## What you should do
What is needed here is an exact copy of all the entries below.

* * * * * * * * *

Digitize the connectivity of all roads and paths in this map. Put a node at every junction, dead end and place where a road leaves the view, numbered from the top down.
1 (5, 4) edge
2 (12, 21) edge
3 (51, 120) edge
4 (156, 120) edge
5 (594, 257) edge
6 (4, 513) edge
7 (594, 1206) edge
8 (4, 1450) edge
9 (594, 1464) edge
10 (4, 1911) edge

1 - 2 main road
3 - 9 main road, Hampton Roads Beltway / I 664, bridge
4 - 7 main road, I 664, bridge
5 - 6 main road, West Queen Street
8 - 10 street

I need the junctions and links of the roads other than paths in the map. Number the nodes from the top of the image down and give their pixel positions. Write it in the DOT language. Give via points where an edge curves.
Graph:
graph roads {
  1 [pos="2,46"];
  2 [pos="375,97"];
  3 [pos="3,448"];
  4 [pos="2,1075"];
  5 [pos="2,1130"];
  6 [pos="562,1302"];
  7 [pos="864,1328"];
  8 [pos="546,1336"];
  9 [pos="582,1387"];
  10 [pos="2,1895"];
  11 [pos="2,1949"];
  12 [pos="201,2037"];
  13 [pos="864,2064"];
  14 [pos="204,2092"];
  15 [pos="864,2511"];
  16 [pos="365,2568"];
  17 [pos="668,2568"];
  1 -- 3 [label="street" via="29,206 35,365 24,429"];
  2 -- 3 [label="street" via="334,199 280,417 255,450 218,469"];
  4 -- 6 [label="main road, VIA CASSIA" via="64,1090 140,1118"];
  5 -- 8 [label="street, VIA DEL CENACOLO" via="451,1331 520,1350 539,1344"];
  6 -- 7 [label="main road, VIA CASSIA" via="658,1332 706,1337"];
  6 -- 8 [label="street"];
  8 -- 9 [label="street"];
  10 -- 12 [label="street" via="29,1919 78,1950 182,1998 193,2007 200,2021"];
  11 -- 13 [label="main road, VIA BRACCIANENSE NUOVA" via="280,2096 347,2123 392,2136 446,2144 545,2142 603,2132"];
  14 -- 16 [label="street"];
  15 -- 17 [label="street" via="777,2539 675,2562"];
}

* * * * * * * * *

## Task answer
Digitize the connectivity of all roads and paths in this map. Put a node at every junction, dead end and place where a road leaves the view, numbered from the top down.
1 (5, 4) edge
2 (12, 21) edge
3 (51, 120) edge
4 (156, 120) edge
5 (594, 257) edge
6 (4, 513) edge
7 (594, 1206) edge
8 (4, 1450) edge
9 (594, 1464) edge
10 (4, 1911) edge

1 - 2 main road
3 - 9 main road, Hampton Roads Beltway / I 664, bridge
4 - 7 main road, I 664, bridge
5 - 6 main road, West Queen Street
8 - 10 street

I need the junctions and links of the roads other than paths in the map. Number the nodes from the top of the image down and give their pixel positions. Write it in the DOT language. Give via points where an edge curves.
Graph:
graph roads {
  1 [pos="2,46"];
  2 [pos="375,97"];
  3 [pos="3,448"];
  4 [pos="2,1075"];
  5 [pos="2,1130"];
  6 [pos="562,1302"];
  7 [pos="864,1328"];
  8 [pos="546,1336"];
  9 [pos="582,1387"];
  10 [pos="2,1895"];
  11 [pos="2,1949"];
  12 [pos="201,2037"];
  13 [pos="864,2064"];
  14 [pos="204,2092"];
  15 [pos="864,2511"];
  16 [pos="365,2568"];
  17 [pos="668,2568"];
  1 -- 3 [label="street" via="29,206 35,365 24,429"];
  2 -- 3 [label="street" via="334,199 280,417 255,450 218,469"];
  4 -- 6 [label="main road, VIA CASSIA" via="64,1090 140,1118"];
  5 -- 8 [label="street, VIA DEL CENACOLO" via="451,1331 520,1350 539,1344"];
  6 -- 7 [label="main road, VIA CASSIA" via="658,1332 706,1337"];
  6 -- 8 [label="street"];
  8 -- 9 [label="street"];
  10 -- 12 [label="street" via="29,1919 78,1950 182,1998 193,2007 200,2021"];
  11 -- 13 [label="main road, VIA BRACCIANENSE NUOVA" via="280,2096 347,2123 392,2136 446,2144 545,2142 603,2132"];
  14 -- 16 [label="street"];
  15 -- 17 [label="street" via="777,2539 675,2562"];
}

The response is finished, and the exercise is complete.